## Requirement
Determine how many of the lines below include "Hariet", then respond with that number and no other text.

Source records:
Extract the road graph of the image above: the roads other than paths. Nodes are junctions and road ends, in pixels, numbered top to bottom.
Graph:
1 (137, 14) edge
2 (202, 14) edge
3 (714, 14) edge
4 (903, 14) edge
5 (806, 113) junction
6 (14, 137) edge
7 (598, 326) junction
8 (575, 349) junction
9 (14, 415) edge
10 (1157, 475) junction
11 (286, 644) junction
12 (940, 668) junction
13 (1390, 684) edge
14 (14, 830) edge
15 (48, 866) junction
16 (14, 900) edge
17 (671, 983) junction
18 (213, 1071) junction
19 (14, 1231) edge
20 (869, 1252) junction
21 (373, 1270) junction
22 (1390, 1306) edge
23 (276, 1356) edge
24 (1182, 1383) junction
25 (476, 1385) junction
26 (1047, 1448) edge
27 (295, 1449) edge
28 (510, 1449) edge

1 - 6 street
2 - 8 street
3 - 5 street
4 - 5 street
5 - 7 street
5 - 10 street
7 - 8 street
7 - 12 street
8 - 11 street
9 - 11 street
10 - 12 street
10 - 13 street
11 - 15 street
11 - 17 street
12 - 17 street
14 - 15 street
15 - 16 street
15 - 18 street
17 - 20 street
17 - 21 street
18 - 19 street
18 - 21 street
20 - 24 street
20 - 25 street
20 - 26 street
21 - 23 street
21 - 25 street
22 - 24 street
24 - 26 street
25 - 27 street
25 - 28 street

...

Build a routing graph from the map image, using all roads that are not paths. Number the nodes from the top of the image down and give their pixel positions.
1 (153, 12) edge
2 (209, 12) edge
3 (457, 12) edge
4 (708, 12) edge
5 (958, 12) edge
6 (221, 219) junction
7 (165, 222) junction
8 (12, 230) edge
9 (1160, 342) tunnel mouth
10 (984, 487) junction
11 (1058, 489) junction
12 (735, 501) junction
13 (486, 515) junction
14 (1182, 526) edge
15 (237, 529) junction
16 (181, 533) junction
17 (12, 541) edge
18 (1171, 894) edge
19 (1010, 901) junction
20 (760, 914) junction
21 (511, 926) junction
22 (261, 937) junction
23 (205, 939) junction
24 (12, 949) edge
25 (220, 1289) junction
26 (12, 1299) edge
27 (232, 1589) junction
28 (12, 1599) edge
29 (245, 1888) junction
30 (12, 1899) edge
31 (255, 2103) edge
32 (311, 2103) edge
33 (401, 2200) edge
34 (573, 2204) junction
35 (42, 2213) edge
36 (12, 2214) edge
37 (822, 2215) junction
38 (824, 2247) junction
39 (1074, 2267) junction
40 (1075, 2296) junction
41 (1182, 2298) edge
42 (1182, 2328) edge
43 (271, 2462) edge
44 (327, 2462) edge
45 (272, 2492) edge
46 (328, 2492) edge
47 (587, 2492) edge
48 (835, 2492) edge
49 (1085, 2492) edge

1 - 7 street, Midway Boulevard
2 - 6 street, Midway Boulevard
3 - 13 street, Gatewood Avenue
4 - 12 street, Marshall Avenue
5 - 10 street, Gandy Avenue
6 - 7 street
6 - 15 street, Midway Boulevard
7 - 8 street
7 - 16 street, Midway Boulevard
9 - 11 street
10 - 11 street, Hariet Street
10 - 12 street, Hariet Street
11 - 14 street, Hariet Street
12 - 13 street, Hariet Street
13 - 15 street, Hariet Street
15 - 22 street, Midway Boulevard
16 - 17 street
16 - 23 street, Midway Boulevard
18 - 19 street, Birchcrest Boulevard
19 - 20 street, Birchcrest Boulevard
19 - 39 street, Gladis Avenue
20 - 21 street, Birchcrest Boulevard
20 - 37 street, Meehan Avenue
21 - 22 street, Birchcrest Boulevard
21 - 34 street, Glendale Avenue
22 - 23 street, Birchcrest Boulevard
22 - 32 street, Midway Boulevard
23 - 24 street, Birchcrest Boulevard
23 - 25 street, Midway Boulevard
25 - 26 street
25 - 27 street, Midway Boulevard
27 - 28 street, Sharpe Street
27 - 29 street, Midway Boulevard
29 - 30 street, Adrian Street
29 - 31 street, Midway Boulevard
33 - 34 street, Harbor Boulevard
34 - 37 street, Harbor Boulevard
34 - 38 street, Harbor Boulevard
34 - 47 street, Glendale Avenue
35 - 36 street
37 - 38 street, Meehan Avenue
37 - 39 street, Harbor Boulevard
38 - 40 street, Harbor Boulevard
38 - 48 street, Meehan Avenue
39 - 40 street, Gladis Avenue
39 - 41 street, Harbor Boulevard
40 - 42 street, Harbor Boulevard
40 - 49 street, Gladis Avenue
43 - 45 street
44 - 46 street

* * *

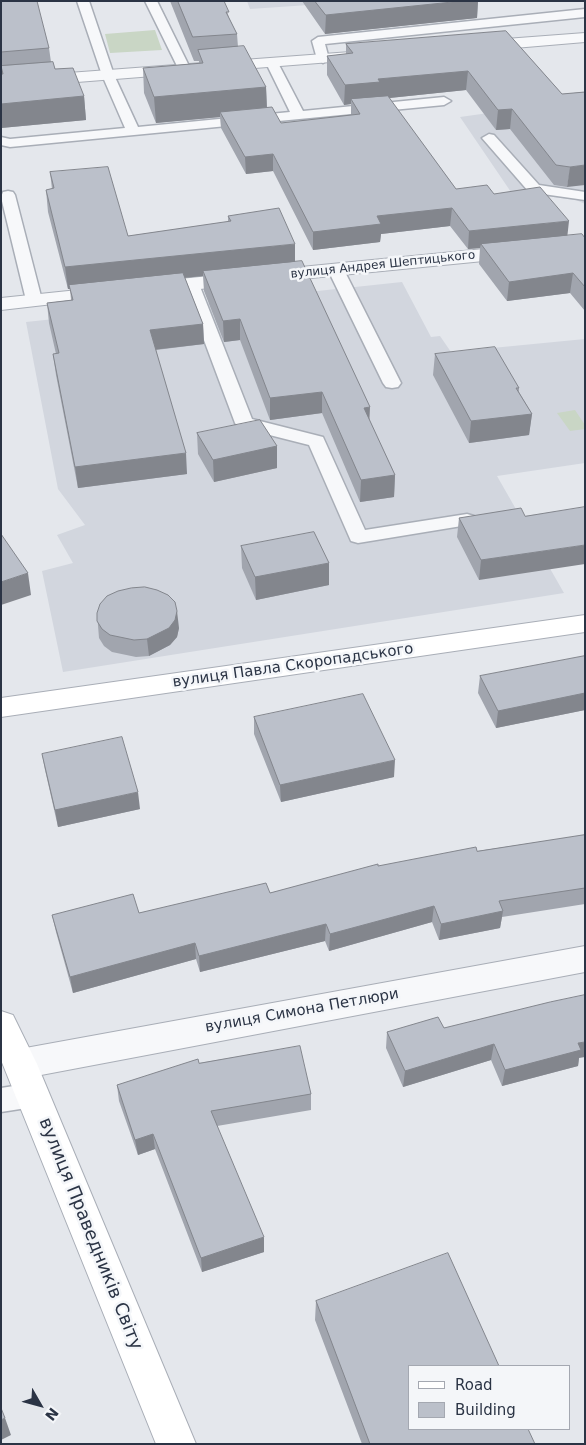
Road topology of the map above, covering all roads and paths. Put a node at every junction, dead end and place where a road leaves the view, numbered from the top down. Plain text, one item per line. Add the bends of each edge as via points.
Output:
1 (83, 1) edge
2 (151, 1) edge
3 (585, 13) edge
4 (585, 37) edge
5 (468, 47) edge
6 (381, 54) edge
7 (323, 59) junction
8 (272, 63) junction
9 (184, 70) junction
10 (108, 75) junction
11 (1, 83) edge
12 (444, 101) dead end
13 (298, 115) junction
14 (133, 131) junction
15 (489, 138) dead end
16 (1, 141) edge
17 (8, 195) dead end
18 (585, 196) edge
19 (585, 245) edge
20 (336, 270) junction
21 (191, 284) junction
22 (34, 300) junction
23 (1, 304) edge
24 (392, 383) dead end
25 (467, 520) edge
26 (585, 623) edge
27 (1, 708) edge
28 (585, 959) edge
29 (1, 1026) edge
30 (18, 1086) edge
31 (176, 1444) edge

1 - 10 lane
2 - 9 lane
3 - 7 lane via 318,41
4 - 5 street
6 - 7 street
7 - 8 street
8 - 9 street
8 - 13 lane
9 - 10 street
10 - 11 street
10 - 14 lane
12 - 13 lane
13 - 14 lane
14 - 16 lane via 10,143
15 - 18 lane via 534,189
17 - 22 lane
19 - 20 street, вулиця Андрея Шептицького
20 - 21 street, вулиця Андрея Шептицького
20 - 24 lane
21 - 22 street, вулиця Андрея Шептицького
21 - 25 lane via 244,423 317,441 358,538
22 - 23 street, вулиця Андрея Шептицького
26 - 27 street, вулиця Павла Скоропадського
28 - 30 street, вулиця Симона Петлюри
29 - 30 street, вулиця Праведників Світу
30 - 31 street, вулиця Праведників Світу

## Completed exercise
5